━━ LISTED RECORDS ━━

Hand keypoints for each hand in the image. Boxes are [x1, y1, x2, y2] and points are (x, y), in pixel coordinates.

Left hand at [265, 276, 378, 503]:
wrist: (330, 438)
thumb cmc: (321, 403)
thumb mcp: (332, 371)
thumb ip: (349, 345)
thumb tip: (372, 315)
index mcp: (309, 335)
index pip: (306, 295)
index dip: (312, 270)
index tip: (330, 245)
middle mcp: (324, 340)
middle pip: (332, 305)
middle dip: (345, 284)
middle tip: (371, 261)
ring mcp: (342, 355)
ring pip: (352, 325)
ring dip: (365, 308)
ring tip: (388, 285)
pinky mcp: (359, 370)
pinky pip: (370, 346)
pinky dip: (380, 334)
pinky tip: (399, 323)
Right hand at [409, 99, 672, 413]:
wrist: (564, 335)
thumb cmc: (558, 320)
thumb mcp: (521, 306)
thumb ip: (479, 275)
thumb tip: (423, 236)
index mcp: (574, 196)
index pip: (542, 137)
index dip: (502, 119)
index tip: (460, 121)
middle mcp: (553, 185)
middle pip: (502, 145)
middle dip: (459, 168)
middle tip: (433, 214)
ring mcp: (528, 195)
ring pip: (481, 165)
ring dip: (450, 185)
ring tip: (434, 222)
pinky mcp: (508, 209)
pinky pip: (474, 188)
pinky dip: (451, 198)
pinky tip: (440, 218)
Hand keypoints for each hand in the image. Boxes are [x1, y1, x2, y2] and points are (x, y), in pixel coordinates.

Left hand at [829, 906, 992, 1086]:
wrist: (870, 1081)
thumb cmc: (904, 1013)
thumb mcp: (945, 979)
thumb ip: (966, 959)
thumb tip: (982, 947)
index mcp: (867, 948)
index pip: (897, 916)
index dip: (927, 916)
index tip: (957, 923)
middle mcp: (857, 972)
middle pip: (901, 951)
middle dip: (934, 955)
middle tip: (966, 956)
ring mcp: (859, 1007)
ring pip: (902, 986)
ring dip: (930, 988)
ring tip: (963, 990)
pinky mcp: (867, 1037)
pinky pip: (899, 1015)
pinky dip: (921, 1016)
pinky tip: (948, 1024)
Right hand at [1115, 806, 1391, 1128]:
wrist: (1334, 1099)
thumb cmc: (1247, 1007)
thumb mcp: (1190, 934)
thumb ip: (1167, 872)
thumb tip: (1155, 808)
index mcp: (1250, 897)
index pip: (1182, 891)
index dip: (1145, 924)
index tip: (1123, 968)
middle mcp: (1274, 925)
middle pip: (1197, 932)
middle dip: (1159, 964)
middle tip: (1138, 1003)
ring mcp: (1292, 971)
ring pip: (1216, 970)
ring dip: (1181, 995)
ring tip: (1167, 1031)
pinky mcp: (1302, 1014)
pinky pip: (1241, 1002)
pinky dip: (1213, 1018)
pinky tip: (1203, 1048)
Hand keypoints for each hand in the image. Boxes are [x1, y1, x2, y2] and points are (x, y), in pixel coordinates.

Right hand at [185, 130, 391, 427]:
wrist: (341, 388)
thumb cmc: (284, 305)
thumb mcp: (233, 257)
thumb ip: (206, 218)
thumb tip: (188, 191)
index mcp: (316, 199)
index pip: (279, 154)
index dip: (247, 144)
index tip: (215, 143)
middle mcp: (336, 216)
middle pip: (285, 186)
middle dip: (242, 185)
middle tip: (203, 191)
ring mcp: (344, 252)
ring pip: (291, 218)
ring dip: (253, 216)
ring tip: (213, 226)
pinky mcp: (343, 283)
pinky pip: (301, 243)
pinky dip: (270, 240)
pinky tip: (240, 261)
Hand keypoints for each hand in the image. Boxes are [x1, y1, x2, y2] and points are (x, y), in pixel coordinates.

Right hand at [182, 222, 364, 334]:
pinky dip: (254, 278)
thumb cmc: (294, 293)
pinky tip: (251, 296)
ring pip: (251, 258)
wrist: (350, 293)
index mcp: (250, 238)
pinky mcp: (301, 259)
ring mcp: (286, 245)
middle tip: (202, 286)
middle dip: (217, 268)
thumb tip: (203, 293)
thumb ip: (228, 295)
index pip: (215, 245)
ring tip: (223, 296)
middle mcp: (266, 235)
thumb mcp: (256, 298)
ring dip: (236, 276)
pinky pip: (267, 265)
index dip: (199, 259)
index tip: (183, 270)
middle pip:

━━━

* [WHAT TO WORK ON]:
Word for word, give back the data shown above.

* [WRITTEN SOLUTION]:
Hand keypoints for each hand in the image. Boxes are [x1, y1, x2, y2] and points are (x, y), in pixel coordinates.

Left hand at [265, 276, 378, 503]:
wrist: (330, 438)
thumb cmc: (321, 403)
thumb mcp: (332, 371)
thumb ip: (349, 345)
thumb tip: (372, 315)
index mcp: (309, 335)
index pip: (306, 295)
index dip: (312, 270)
index tip: (330, 245)
middle mcp: (324, 340)
middle pip: (332, 305)
middle dip: (345, 284)
middle tip: (371, 261)
ring mcp: (342, 355)
ring pip: (352, 325)
ring dip: (365, 308)
ring tip: (388, 285)
pinky mcp: (359, 370)
pinky pip: (370, 346)
pinky dip: (380, 334)
pinky tip: (399, 323)
Right hand at [409, 99, 672, 413]:
wrist: (564, 335)
thumb cmc: (558, 320)
thumb mcp: (521, 306)
thumb ip: (479, 275)
thumb tip: (423, 236)
index mcp: (574, 196)
index pip: (542, 137)
index dip: (502, 119)
index tip: (460, 121)
middle mcp: (553, 185)
middle pip: (502, 145)
middle dip: (459, 168)
middle tip: (433, 214)
ring mcp: (528, 195)
ring pip: (481, 165)
ring dip: (450, 185)
ring tip: (434, 222)
pinky mcp: (508, 209)
pinky pip: (474, 188)
pinky dip: (451, 198)
pinky tip: (440, 218)
Hand keypoints for each hand in the image. Boxes are [x1, y1, x2, y2] and points are (x, y), in pixel coordinates.

Left hand at [829, 906, 992, 1086]:
wrist: (870, 1081)
thumb cmc: (904, 1013)
thumb mcp: (945, 979)
thumb ip: (966, 959)
thumb tip: (982, 947)
index mcp: (867, 948)
index pip: (897, 916)
index dip: (927, 916)
index tip: (957, 923)
middle mcp: (857, 972)
middle pip: (901, 951)
middle dip: (934, 955)
middle tip: (966, 956)
ring mcp: (859, 1007)
ring pip: (902, 986)
ring dip: (930, 988)
ring tip: (963, 990)
pinky mcp: (867, 1037)
pinky pip: (899, 1015)
pinky dip: (921, 1016)
pinky tip: (948, 1024)
Right hand at [1115, 806, 1391, 1128]:
wrist: (1334, 1099)
thumb cmc: (1247, 1007)
thumb mcp: (1190, 934)
thumb ip: (1167, 872)
thumb tip: (1155, 808)
index mcp: (1250, 897)
index pip: (1182, 891)
index dip: (1145, 924)
index tip: (1123, 968)
middle mcp: (1274, 925)
middle pip: (1197, 932)
middle dip: (1159, 964)
middle tip: (1138, 1003)
ring mcp: (1292, 971)
ring pip: (1216, 970)
ring dip: (1181, 995)
ring tip: (1167, 1031)
pinky mcp: (1302, 1014)
pinky pip: (1241, 1002)
pinky dip: (1213, 1018)
pinky tip: (1203, 1048)
Hand keypoints for each hand in the image. Boxes are [x1, y1, x2, y2] and points are (x, y), in pixel coordinates.

Right hand at [185, 130, 391, 427]:
wrist: (341, 388)
thumb cmc: (284, 305)
thumb mcp: (233, 257)
thumb ip: (206, 218)
thumb tip: (188, 191)
index mcp: (316, 199)
index pip: (279, 154)
index dip: (247, 144)
index tip: (215, 143)
middle mcp: (336, 216)
middle pip: (285, 186)
middle dip: (242, 185)
middle tip: (203, 191)
ring mcp: (344, 252)
ring pip: (291, 218)
ring dip: (253, 216)
ring tip: (213, 226)
pinky mcp: (343, 283)
pinky pip: (301, 243)
pinky dip: (270, 240)
pinky tip: (240, 261)
Hand keypoints for each hand in the image. Boxes are [x1, y1, x2, y2] and points are (x, y), in pixel coordinates.

Right hand at [182, 222, 364, 334]:
pinky dip: (254, 278)
thumb cmc: (294, 293)
pinky tip: (251, 296)
ring pip: (251, 258)
wrist: (350, 293)
index mcp: (250, 238)
pinky mcp: (301, 259)
ring mcp: (286, 245)
middle tip: (202, 286)
middle dip: (217, 268)
thumb tip: (203, 293)
thumb ip: (228, 295)
index pip: (215, 245)
ring tip: (223, 296)
middle mcp: (266, 235)
thumb mcp: (256, 298)
ring dip: (236, 276)
pinky pip: (267, 265)
index dip: (199, 259)
index tip: (183, 270)
middle pip:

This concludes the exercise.